:: TO DO ::
Go through the entries below and collect each line with the string "Abruzzi" in it.

:: GIVEN INFORMATION ::

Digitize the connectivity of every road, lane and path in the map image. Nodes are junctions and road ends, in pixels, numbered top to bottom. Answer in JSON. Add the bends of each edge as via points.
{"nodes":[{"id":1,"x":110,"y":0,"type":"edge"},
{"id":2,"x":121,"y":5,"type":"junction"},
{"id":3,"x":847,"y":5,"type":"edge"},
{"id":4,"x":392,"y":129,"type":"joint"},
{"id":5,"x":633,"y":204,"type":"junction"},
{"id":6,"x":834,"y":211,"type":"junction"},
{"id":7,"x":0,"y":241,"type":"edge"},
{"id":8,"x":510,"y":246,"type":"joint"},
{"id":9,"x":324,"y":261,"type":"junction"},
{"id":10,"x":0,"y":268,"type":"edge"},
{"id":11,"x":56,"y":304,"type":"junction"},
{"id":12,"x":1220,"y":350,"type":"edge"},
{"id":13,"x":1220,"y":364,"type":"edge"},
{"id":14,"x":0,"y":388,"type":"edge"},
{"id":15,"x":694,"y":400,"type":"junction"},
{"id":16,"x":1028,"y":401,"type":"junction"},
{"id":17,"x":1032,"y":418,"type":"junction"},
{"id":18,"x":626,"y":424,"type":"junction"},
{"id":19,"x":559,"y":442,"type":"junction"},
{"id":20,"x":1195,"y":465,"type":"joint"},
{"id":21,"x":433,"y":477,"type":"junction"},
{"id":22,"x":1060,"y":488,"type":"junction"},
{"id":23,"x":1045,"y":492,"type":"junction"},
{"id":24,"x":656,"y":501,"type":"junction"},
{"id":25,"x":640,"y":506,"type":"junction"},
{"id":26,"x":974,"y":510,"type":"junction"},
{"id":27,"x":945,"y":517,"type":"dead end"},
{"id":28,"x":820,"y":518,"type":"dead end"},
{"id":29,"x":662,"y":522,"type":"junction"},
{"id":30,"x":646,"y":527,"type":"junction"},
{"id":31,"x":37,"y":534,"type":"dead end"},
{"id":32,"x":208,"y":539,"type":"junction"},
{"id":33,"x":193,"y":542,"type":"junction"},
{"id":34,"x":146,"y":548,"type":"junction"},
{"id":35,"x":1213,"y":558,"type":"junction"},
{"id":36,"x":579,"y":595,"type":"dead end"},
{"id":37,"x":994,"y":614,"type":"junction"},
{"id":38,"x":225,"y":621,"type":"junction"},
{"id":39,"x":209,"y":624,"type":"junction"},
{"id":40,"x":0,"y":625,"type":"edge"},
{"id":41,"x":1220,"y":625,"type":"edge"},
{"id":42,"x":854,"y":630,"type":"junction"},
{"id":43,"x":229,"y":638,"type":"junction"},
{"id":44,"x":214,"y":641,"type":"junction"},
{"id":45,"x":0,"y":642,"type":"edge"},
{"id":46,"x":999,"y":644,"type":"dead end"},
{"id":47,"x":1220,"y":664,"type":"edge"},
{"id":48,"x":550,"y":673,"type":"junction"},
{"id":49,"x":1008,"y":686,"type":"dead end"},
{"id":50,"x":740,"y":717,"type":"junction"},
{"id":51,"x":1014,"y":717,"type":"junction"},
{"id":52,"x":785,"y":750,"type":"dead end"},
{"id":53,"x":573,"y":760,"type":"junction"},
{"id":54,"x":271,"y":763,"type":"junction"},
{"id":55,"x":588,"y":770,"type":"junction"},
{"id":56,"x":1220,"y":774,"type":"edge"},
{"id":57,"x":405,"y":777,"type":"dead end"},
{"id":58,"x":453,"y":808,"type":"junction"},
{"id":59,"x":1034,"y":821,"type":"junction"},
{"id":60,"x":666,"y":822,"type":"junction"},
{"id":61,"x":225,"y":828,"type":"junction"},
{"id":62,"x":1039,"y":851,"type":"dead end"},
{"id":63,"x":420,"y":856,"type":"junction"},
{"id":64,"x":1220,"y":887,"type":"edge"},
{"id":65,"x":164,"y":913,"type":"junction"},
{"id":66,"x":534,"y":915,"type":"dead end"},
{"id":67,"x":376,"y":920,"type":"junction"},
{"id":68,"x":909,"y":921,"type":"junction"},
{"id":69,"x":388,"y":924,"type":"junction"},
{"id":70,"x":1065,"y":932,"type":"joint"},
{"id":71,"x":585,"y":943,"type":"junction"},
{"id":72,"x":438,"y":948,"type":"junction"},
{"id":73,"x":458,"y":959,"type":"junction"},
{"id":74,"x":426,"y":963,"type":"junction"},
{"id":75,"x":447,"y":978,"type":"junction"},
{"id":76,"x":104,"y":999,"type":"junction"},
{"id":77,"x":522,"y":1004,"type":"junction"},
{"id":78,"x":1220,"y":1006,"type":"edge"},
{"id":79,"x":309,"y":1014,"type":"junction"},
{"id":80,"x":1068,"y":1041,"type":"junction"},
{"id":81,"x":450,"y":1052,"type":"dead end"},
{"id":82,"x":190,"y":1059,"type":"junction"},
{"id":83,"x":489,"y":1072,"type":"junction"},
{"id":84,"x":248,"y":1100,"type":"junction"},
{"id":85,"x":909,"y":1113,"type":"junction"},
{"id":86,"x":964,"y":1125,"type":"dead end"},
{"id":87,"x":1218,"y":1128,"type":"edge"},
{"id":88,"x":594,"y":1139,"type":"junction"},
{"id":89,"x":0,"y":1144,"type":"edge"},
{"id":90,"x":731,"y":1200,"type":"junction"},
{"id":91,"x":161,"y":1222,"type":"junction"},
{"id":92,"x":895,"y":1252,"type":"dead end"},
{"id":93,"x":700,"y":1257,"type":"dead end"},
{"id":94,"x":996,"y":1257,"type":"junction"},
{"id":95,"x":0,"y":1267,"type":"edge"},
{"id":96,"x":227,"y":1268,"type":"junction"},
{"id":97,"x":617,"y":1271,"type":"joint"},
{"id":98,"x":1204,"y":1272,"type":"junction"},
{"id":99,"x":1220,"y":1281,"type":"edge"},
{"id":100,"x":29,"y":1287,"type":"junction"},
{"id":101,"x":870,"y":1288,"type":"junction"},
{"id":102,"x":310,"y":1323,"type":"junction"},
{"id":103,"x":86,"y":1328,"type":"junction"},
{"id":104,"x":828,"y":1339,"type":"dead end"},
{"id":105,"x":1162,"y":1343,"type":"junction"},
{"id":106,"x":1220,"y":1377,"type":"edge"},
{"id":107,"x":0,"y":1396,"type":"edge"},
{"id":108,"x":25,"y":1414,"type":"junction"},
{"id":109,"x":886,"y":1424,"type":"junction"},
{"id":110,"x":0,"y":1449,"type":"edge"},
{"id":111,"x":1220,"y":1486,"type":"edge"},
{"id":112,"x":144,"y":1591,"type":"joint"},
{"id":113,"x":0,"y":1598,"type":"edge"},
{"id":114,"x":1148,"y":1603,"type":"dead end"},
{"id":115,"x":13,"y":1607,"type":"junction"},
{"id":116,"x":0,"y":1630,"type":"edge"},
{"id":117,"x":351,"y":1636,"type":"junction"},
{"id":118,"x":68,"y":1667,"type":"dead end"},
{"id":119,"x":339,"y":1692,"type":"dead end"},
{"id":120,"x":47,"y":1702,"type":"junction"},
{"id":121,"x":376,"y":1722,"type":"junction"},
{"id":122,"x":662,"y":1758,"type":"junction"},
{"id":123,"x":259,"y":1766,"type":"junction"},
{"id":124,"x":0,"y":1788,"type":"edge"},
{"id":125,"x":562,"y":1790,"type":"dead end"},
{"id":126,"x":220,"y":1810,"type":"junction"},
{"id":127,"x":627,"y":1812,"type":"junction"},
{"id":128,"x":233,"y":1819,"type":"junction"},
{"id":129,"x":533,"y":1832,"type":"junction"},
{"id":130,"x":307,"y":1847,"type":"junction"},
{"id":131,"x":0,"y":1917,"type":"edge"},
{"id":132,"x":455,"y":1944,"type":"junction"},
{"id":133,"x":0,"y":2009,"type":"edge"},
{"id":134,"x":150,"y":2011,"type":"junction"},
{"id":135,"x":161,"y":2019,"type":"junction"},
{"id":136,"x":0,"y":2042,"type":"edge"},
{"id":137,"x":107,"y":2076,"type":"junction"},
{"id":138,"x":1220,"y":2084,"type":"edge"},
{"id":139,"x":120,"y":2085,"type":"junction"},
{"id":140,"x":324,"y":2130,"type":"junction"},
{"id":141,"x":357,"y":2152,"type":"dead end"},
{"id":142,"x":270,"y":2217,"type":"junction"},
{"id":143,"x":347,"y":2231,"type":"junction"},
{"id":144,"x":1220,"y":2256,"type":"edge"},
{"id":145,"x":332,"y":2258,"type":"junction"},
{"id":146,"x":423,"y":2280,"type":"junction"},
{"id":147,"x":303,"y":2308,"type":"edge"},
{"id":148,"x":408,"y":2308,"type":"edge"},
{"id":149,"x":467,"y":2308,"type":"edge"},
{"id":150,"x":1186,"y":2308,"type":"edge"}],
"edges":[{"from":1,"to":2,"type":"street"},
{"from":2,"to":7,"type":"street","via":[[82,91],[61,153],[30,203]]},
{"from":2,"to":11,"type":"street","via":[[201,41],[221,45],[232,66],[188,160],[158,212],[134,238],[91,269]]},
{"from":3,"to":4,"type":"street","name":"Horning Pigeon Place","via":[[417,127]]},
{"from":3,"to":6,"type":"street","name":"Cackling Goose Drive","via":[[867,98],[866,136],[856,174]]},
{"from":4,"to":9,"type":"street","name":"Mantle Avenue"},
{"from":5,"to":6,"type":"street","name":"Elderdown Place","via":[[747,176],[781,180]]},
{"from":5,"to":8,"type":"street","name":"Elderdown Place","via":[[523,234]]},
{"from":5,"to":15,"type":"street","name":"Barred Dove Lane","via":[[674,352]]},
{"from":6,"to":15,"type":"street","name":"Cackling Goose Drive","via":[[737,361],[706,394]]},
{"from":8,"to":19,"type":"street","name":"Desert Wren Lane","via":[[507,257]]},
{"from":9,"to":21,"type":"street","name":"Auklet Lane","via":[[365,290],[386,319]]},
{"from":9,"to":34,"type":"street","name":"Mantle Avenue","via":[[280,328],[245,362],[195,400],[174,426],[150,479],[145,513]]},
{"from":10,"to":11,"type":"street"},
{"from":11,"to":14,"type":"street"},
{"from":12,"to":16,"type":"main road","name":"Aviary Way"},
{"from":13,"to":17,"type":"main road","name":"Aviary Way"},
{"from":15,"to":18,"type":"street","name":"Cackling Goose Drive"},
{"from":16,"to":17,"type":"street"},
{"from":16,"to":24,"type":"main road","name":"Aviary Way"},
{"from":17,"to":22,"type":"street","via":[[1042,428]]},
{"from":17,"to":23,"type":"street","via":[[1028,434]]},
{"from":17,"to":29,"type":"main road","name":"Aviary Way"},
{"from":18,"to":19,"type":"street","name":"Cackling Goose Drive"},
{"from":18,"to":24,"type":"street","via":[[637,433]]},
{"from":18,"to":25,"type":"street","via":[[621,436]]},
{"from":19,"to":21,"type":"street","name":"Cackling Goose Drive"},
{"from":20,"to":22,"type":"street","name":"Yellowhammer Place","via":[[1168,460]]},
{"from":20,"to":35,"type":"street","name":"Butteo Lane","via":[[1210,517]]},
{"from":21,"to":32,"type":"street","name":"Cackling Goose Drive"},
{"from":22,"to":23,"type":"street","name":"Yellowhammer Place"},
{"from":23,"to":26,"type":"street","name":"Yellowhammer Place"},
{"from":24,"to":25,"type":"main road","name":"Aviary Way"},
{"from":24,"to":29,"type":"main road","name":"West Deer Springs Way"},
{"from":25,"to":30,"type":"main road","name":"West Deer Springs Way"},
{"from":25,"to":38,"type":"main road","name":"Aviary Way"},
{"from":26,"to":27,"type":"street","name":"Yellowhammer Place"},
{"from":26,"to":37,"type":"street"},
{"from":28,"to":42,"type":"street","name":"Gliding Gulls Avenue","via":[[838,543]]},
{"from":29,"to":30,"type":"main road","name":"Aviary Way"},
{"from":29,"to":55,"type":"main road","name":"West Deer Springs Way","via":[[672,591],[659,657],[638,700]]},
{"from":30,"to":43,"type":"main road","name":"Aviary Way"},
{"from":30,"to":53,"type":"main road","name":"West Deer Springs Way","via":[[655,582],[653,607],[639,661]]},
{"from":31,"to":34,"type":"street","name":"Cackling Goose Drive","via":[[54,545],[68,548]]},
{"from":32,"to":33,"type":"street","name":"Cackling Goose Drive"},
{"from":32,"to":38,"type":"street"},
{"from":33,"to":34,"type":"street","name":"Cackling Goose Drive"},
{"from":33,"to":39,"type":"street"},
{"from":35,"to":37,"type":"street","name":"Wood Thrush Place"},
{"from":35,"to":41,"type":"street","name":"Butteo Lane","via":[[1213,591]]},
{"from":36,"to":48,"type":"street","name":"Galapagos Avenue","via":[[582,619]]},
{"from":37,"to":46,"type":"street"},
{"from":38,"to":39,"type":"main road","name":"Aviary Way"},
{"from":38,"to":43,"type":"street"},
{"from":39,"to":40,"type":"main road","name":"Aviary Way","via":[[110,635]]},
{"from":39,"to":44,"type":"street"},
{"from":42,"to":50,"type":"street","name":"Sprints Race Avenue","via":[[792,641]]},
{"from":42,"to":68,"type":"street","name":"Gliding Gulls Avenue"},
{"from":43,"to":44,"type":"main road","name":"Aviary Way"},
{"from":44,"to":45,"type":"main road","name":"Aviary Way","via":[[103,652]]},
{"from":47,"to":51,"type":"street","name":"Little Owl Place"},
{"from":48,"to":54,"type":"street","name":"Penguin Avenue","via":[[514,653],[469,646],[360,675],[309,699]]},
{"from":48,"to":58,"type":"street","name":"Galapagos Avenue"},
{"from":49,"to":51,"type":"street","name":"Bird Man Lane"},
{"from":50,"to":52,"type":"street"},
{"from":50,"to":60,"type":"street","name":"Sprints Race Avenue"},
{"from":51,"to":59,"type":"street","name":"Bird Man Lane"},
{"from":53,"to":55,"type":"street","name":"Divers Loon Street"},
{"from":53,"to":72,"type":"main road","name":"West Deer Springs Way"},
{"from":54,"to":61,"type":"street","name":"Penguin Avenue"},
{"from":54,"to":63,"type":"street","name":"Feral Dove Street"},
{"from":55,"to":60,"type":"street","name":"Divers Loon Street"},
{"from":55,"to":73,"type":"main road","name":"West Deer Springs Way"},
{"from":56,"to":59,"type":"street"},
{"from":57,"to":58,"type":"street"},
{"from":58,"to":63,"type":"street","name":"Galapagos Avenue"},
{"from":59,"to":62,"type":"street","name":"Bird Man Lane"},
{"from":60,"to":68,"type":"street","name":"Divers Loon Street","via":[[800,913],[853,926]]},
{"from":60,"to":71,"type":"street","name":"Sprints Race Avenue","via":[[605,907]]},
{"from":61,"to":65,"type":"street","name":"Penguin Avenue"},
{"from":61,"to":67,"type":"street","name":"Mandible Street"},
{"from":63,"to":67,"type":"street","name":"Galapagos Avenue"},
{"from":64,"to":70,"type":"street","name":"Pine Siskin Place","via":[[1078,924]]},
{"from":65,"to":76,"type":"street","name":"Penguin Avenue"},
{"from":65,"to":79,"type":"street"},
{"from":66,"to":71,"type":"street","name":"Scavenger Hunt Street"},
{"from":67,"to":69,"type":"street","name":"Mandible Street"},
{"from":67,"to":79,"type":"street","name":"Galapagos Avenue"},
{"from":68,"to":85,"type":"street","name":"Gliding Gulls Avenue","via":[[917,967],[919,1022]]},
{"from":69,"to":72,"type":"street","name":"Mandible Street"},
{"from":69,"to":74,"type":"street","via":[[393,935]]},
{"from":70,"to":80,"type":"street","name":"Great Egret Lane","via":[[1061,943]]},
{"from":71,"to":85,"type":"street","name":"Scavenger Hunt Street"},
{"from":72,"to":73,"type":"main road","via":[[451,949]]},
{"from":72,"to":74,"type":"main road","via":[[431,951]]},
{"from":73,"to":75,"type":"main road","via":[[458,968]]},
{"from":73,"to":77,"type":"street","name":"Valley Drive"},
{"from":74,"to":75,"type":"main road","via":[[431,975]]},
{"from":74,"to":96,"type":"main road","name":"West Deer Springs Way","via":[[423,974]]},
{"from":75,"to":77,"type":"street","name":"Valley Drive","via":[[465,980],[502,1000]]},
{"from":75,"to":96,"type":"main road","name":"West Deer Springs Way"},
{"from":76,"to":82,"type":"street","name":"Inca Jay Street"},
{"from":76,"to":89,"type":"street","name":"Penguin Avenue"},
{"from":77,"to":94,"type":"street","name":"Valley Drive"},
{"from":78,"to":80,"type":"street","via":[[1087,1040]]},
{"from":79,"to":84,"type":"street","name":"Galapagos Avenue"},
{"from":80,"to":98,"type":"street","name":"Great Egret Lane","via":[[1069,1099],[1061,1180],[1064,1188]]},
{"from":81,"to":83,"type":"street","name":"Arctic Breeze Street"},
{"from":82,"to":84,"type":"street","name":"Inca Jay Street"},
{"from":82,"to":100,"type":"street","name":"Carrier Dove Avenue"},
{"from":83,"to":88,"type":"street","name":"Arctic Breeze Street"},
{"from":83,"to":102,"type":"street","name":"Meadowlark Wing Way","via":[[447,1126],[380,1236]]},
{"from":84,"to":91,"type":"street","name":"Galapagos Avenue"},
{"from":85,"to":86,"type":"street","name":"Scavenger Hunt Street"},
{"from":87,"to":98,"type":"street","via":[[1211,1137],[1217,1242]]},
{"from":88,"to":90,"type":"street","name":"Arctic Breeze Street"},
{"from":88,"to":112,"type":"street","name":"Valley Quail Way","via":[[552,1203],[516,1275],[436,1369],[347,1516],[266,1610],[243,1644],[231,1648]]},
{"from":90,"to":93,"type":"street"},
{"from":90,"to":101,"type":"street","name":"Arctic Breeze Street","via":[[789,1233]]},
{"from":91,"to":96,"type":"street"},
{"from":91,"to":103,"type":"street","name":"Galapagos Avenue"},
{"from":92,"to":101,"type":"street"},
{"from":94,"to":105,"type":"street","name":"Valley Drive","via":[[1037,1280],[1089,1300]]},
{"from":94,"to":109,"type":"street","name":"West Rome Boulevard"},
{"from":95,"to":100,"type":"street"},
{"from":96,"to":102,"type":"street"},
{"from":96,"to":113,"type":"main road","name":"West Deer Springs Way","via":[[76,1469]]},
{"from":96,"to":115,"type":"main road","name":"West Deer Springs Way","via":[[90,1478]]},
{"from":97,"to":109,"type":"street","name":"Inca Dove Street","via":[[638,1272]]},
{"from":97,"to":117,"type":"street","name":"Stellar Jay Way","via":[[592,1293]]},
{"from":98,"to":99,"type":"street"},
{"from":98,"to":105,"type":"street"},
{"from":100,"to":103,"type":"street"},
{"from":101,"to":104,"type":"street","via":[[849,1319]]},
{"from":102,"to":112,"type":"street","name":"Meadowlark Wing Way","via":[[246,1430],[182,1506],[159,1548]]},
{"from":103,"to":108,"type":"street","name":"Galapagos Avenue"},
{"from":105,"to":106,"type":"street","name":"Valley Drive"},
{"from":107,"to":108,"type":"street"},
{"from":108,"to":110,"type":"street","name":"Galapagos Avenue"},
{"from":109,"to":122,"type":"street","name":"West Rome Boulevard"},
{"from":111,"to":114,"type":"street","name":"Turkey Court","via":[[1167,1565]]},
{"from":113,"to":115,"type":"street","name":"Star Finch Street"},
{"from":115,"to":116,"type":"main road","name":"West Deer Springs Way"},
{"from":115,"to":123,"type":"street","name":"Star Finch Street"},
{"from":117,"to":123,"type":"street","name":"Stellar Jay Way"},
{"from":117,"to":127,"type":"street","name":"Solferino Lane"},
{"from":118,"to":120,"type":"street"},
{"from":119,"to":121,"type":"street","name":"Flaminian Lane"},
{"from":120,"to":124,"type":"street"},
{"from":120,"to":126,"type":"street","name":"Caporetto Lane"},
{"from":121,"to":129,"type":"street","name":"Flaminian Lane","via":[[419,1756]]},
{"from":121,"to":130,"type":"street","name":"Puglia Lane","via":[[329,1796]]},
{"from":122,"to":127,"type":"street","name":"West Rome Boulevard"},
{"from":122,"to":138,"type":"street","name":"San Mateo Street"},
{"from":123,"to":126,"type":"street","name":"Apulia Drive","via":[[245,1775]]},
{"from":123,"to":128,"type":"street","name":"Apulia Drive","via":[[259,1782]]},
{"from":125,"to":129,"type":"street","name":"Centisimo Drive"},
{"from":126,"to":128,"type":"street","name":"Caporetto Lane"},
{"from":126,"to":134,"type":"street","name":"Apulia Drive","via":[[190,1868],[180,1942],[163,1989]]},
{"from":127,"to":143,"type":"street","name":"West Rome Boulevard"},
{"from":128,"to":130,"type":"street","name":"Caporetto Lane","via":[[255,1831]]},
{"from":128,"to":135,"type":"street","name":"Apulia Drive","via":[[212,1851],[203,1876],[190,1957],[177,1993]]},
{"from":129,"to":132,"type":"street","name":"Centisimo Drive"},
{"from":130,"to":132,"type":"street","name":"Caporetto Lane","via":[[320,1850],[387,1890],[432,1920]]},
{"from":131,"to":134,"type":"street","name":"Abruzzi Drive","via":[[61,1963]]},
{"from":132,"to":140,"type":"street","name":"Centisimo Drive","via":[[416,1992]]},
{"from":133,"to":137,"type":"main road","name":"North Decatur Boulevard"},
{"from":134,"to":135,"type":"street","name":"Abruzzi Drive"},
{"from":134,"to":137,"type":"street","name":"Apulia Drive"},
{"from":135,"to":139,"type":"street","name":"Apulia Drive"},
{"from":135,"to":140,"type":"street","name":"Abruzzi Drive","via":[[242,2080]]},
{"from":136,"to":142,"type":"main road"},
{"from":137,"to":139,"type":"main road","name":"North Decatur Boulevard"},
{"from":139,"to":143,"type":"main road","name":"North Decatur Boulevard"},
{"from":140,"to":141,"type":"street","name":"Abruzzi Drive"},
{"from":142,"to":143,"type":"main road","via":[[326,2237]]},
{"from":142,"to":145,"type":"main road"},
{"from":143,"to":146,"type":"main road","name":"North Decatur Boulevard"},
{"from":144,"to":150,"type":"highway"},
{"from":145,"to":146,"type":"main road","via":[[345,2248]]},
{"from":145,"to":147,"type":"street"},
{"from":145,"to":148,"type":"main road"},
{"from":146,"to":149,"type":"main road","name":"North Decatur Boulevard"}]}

:: TASK RESULT ::
{"from":131,"to":134,"type":"street","name":"Abruzzi Drive","via":[[61,1963]]},
{"from":134,"to":135,"type":"street","name":"Abruzzi Drive"},
{"from":135,"to":140,"type":"street","name":"Abruzzi Drive","via":[[242,2080]]},
{"from":140,"to":141,"type":"street","name":"Abruzzi Drive"},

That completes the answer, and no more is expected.